> **Exercise goal**
The whole listing is to be printed again exactly.

> **Records**
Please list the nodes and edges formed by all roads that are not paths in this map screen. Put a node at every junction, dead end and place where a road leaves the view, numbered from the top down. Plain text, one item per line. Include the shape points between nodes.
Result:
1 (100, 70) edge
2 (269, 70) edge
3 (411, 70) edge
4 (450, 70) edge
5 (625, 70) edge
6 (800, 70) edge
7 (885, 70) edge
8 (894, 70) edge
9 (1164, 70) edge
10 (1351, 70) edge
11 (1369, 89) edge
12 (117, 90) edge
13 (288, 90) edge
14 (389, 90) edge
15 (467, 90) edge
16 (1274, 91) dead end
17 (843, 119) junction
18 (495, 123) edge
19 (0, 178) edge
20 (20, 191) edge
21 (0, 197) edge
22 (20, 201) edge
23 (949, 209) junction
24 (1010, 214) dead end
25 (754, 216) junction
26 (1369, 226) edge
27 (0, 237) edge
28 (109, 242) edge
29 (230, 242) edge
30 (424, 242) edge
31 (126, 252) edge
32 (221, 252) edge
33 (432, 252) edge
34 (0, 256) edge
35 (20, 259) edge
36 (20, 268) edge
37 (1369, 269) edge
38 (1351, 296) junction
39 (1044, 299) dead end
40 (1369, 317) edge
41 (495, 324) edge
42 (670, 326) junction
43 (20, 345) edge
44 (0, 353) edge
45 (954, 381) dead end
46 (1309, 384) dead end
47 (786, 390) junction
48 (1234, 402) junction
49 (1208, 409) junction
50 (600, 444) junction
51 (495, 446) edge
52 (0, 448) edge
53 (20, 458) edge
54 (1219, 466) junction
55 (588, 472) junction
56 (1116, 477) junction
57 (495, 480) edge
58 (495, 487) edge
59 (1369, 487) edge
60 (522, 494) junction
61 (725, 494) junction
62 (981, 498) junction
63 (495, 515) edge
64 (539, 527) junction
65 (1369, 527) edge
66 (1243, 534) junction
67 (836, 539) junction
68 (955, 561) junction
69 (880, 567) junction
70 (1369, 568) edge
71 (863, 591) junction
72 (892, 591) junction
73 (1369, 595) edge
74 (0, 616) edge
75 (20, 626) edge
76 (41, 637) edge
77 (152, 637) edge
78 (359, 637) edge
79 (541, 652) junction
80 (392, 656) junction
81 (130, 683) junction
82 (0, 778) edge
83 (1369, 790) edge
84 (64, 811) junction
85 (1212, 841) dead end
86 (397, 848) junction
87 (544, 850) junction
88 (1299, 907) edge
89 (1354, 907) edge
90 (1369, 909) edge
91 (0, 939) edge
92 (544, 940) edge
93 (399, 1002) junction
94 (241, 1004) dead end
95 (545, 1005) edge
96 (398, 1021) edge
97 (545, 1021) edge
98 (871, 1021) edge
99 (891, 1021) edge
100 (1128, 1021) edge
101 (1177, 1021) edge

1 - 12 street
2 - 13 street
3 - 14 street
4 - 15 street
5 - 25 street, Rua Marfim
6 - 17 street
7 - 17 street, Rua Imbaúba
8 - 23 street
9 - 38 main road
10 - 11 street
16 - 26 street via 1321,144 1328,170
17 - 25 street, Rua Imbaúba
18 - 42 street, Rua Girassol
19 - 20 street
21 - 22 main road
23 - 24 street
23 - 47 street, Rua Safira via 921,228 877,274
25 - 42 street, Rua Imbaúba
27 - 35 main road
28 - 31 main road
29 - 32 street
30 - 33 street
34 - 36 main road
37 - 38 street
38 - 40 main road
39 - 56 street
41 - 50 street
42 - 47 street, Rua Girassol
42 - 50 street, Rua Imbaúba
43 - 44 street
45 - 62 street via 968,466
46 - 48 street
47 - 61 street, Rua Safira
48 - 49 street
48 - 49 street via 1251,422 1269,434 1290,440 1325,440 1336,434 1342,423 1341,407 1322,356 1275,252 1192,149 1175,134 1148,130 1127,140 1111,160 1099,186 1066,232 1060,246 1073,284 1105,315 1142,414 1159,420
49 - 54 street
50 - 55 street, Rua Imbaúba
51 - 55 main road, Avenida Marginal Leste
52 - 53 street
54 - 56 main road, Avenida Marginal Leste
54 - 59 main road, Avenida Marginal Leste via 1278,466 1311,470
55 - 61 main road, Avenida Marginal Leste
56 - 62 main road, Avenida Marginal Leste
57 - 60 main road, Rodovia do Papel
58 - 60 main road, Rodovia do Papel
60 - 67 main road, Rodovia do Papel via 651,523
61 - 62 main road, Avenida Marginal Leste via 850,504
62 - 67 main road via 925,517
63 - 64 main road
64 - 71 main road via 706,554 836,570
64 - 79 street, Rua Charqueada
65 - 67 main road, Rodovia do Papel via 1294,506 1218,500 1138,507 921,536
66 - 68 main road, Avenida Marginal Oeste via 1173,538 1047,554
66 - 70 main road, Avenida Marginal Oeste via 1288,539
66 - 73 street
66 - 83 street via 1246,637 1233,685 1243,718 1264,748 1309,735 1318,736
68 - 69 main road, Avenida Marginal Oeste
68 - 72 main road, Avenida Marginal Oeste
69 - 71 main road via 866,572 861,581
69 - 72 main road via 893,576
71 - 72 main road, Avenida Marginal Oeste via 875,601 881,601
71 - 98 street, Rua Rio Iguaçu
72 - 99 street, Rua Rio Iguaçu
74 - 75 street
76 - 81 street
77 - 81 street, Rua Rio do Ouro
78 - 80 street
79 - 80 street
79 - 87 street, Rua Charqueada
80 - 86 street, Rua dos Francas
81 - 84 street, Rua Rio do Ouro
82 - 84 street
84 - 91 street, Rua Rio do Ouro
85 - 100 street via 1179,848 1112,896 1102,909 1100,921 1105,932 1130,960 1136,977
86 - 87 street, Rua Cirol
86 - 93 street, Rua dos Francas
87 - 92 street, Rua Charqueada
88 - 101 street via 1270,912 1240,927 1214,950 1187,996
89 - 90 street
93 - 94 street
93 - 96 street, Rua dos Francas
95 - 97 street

> **Exercise answer**
Please list the nodes and edges formed by all roads that are not paths in this map screen. Put a node at every junction, dead end and place where a road leaves the view, numbered from the top down. Plain text, one item per line. Include the shape points between nodes.
Result:
1 (100, 70) edge
2 (269, 70) edge
3 (411, 70) edge
4 (450, 70) edge
5 (625, 70) edge
6 (800, 70) edge
7 (885, 70) edge
8 (894, 70) edge
9 (1164, 70) edge
10 (1351, 70) edge
11 (1369, 89) edge
12 (117, 90) edge
13 (288, 90) edge
14 (389, 90) edge
15 (467, 90) edge
16 (1274, 91) dead end
17 (843, 119) junction
18 (495, 123) edge
19 (0, 178) edge
20 (20, 191) edge
21 (0, 197) edge
22 (20, 201) edge
23 (949, 209) junction
24 (1010, 214) dead end
25 (754, 216) junction
26 (1369, 226) edge
27 (0, 237) edge
28 (109, 242) edge
29 (230, 242) edge
30 (424, 242) edge
31 (126, 252) edge
32 (221, 252) edge
33 (432, 252) edge
34 (0, 256) edge
35 (20, 259) edge
36 (20, 268) edge
37 (1369, 269) edge
38 (1351, 296) junction
39 (1044, 299) dead end
40 (1369, 317) edge
41 (495, 324) edge
42 (670, 326) junction
43 (20, 345) edge
44 (0, 353) edge
45 (954, 381) dead end
46 (1309, 384) dead end
47 (786, 390) junction
48 (1234, 402) junction
49 (1208, 409) junction
50 (600, 444) junction
51 (495, 446) edge
52 (0, 448) edge
53 (20, 458) edge
54 (1219, 466) junction
55 (588, 472) junction
56 (1116, 477) junction
57 (495, 480) edge
58 (495, 487) edge
59 (1369, 487) edge
60 (522, 494) junction
61 (725, 494) junction
62 (981, 498) junction
63 (495, 515) edge
64 (539, 527) junction
65 (1369, 527) edge
66 (1243, 534) junction
67 (836, 539) junction
68 (955, 561) junction
69 (880, 567) junction
70 (1369, 568) edge
71 (863, 591) junction
72 (892, 591) junction
73 (1369, 595) edge
74 (0, 616) edge
75 (20, 626) edge
76 (41, 637) edge
77 (152, 637) edge
78 (359, 637) edge
79 (541, 652) junction
80 (392, 656) junction
81 (130, 683) junction
82 (0, 778) edge
83 (1369, 790) edge
84 (64, 811) junction
85 (1212, 841) dead end
86 (397, 848) junction
87 (544, 850) junction
88 (1299, 907) edge
89 (1354, 907) edge
90 (1369, 909) edge
91 (0, 939) edge
92 (544, 940) edge
93 (399, 1002) junction
94 (241, 1004) dead end
95 (545, 1005) edge
96 (398, 1021) edge
97 (545, 1021) edge
98 (871, 1021) edge
99 (891, 1021) edge
100 (1128, 1021) edge
101 (1177, 1021) edge

1 - 12 street
2 - 13 street
3 - 14 street
4 - 15 street
5 - 25 street, Rua Marfim
6 - 17 street
7 - 17 street, Rua Imbaúba
8 - 23 street
9 - 38 main road
10 - 11 street
16 - 26 street via 1321,144 1328,170
17 - 25 street, Rua Imbaúba
18 - 42 street, Rua Girassol
19 - 20 street
21 - 22 main road
23 - 24 street
23 - 47 street, Rua Safira via 921,228 877,274
25 - 42 street, Rua Imbaúba
27 - 35 main road
28 - 31 main road
29 - 32 street
30 - 33 street
34 - 36 main road
37 - 38 street
38 - 40 main road
39 - 56 street
41 - 50 street
42 - 47 street, Rua Girassol
42 - 50 street, Rua Imbaúba
43 - 44 street
45 - 62 street via 968,466
46 - 48 street
47 - 61 street, Rua Safira
48 - 49 street
48 - 49 street via 1251,422 1269,434 1290,440 1325,440 1336,434 1342,423 1341,407 1322,356 1275,252 1192,149 1175,134 1148,130 1127,140 1111,160 1099,186 1066,232 1060,246 1073,284 1105,315 1142,414 1159,420
49 - 54 street
50 - 55 street, Rua Imbaúba
51 - 55 main road, Avenida Marginal Leste
52 - 53 street
54 - 56 main road, Avenida Marginal Leste
54 - 59 main road, Avenida Marginal Leste via 1278,466 1311,470
55 - 61 main road, Avenida Marginal Leste
56 - 62 main road, Avenida Marginal Leste
57 - 60 main road, Rodovia do Papel
58 - 60 main road, Rodovia do Papel
60 - 67 main road, Rodovia do Papel via 651,523
61 - 62 main road, Avenida Marginal Leste via 850,504
62 - 67 main road via 925,517
63 - 64 main road
64 - 71 main road via 706,554 836,570
64 - 79 street, Rua Charqueada
65 - 67 main road, Rodovia do Papel via 1294,506 1218,500 1138,507 921,536
66 - 68 main road, Avenida Marginal Oeste via 1173,538 1047,554
66 - 70 main road, Avenida Marginal Oeste via 1288,539
66 - 73 street
66 - 83 street via 1246,637 1233,685 1243,718 1264,748 1309,735 1318,736
68 - 69 main road, Avenida Marginal Oeste
68 - 72 main road, Avenida Marginal Oeste
69 - 71 main road via 866,572 861,581
69 - 72 main road via 893,576
71 - 72 main road, Avenida Marginal Oeste via 875,601 881,601
71 - 98 street, Rua Rio Iguaçu
72 - 99 street, Rua Rio Iguaçu
74 - 75 street
76 - 81 street
77 - 81 street, Rua Rio do Ouro
78 - 80 street
79 - 80 street
79 - 87 street, Rua Charqueada
80 - 86 street, Rua dos Francas
81 - 84 street, Rua Rio do Ouro
82 - 84 street
84 - 91 street, Rua Rio do Ouro
85 - 100 street via 1179,848 1112,896 1102,909 1100,921 1105,932 1130,960 1136,977
86 - 87 street, Rua Cirol
86 - 93 street, Rua dos Francas
87 - 92 street, Rua Charqueada
88 - 101 street via 1270,912 1240,927 1214,950 1187,996
89 - 90 street
93 - 94 street
93 - 96 street, Rua dos Francas
95 - 97 street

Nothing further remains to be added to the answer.